On April 10, 1945, Norman Dubie was born in Barre, Vermont. He began writing poetry at eleven, and was influenced by John Keats and D. H. Lawrence. During Dubie's childhood, his father had a religious conversion, began studying theology, and moved the family to New Hampshire. The young Dubie watched his father become politically active in his parish and encourage support of the civil rights movement.

After finishing high school, Dubie had hoped to play football for West Point, but instead followed his father's wishes and enrolled at the University of New Hampshire at Durham, where he failed every subject except English and Geology. Dubie took nine months off from his studies and was later rejected by the draft due to high blood pressure. He enrolled at Goddard College in Vermont and received his BA in 1965. He then received a fellowship from the Iowa Writers' Workshop, where he earned his MFA in 1968, as well as an invitation to stay on as a member of the program's regular faculty.
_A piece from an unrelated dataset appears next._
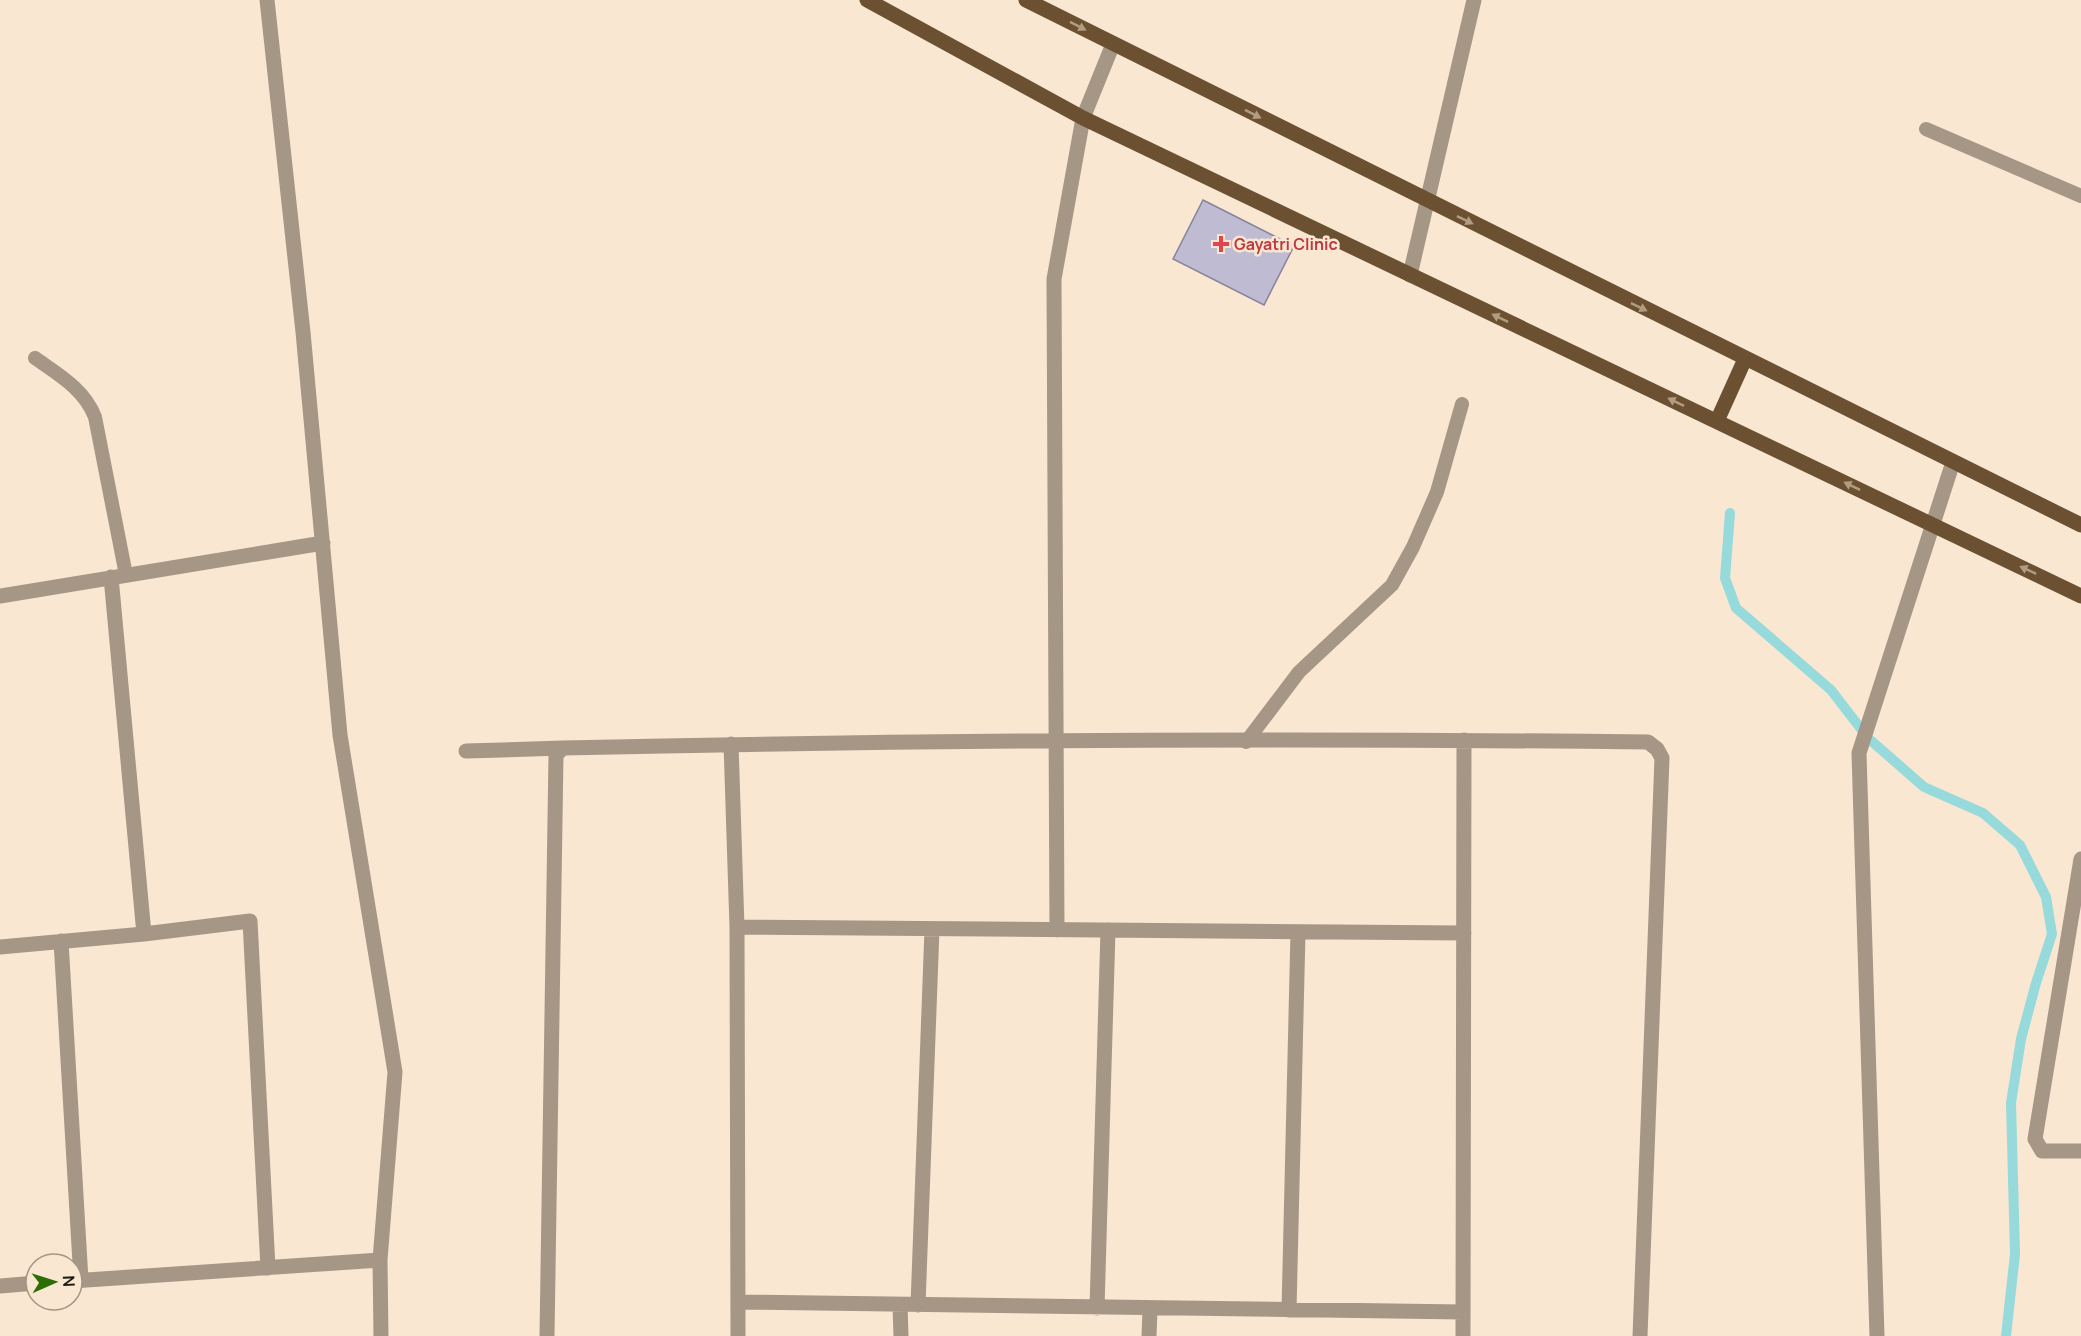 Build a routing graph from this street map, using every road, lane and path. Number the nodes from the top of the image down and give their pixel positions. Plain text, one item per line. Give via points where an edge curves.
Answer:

Dubie's first book, Alehouse Sonnets, was written during a blizzard while he was still a graduate student. The manuscript of poems was chosen as a runner-up for the International Poetry Forum Prize and was later published by the University of Pittsburg Press in 1971. Richard Howard, one of the poets on the jury, urged Dubie to establish an MFA program at Arizona State University in Tempe, and in 1975 Dubie accepted a position there as consultant in the arts and launched their creative writing program, though he did not accept the title of director.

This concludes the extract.